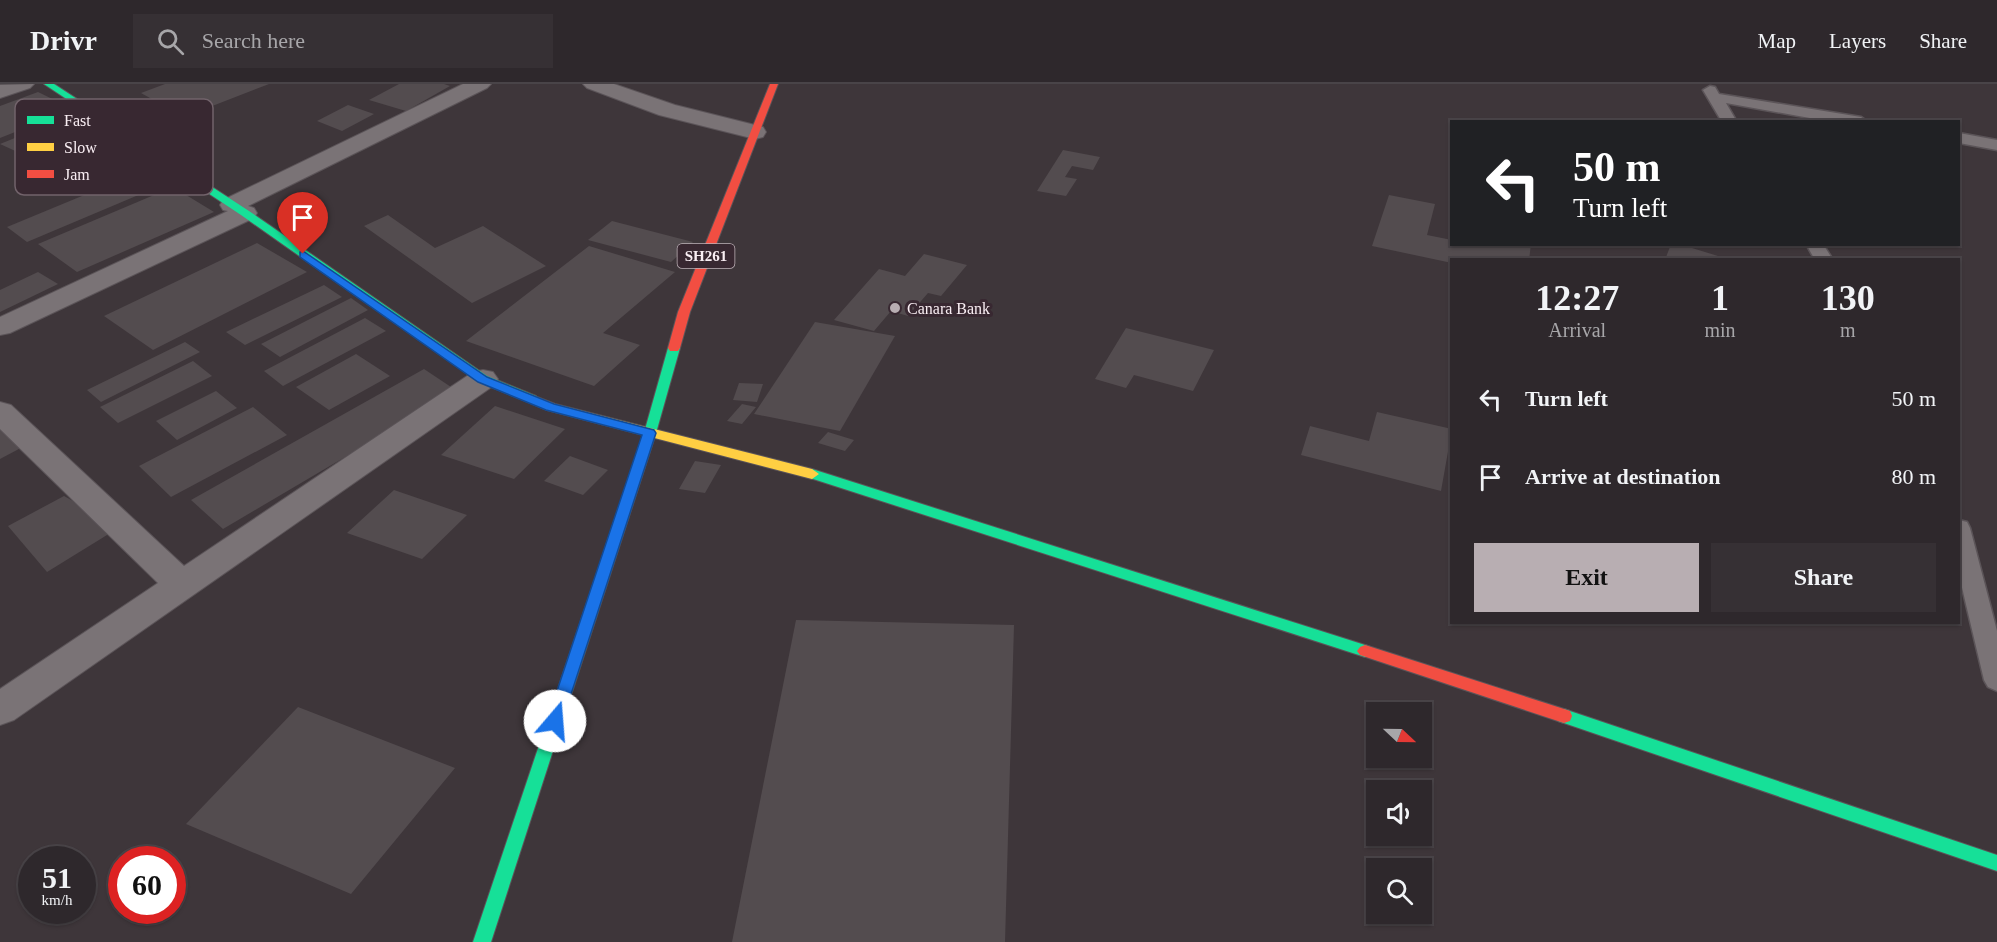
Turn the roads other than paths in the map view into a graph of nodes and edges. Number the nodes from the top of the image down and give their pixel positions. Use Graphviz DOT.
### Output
graph roads {
  1 [pos="23,84"];
  2 [pos="48,84"];
  3 [pos="480,84"];
  4 [pos="594,84"];
  5 [pos="774,84"];
  6 [pos="1710,90"];
  7 [pos="0,92"];
  8 [pos="71,99"];
  9 [pos="1729,120"];
  10 [pos="1852,120"];
  11 [pos="755,132"];
  12 [pos="1960,138"];
  13 [pos="1997,145"];
  14 [pos="213,192"];
  15 [pos="239,209"];
  16 [pos="0,327"];
  17 [pos="483,379"];
  18 [pos="0,412"];
  19 [pos="650,433"];
  20 [pos="1960,532"];
  21 [pos="182,585"];
  22 [pos="1997,680"];
  23 [pos="0,709"];
  24 [pos="1997,863"];
  25 [pos="482,942"];
  1 -- 7 [label="street"];
  2 -- 8 [label="main road"];
  3 -- 15 [label="street"];
  4 -- 11 [label="street"];
  5 -- 11 [label="main road, SH261"];
  6 -- 9 [label="lane"];
  6 -- 10 [label="lane"];
  11 -- 19 [label="main road, SH261"];
  12 -- 13 [label="lane"];
  14 -- 15 [label="main road"];
  15 -- 16 [label="street"];
  15 -- 17 [label="main road"];
  17 -- 19 [label="main road"];
  17 -- 21 [label="street"];
  18 -- 21 [label="street"];
  19 -- 24 [label="main road"];
  19 -- 25 [label="main road, SH261"];
  20 -- 22 [label="lane"];
  21 -- 23 [label="street"];
}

· · · · ·

=== Required action ===
Which lines of the data include the string "main"? Copy each of them.

=== Response area ===
  2 -- 8 [label="main road"];
  5 -- 11 [label="main road, SH261"];
  11 -- 19 [label="main road, SH261"];
  14 -- 15 [label="main road"];
  15 -- 17 [label="main road"];
  17 -- 19 [label="main road"];
  19 -- 24 [label="main road"];
  19 -- 25 [label="main road, SH261"];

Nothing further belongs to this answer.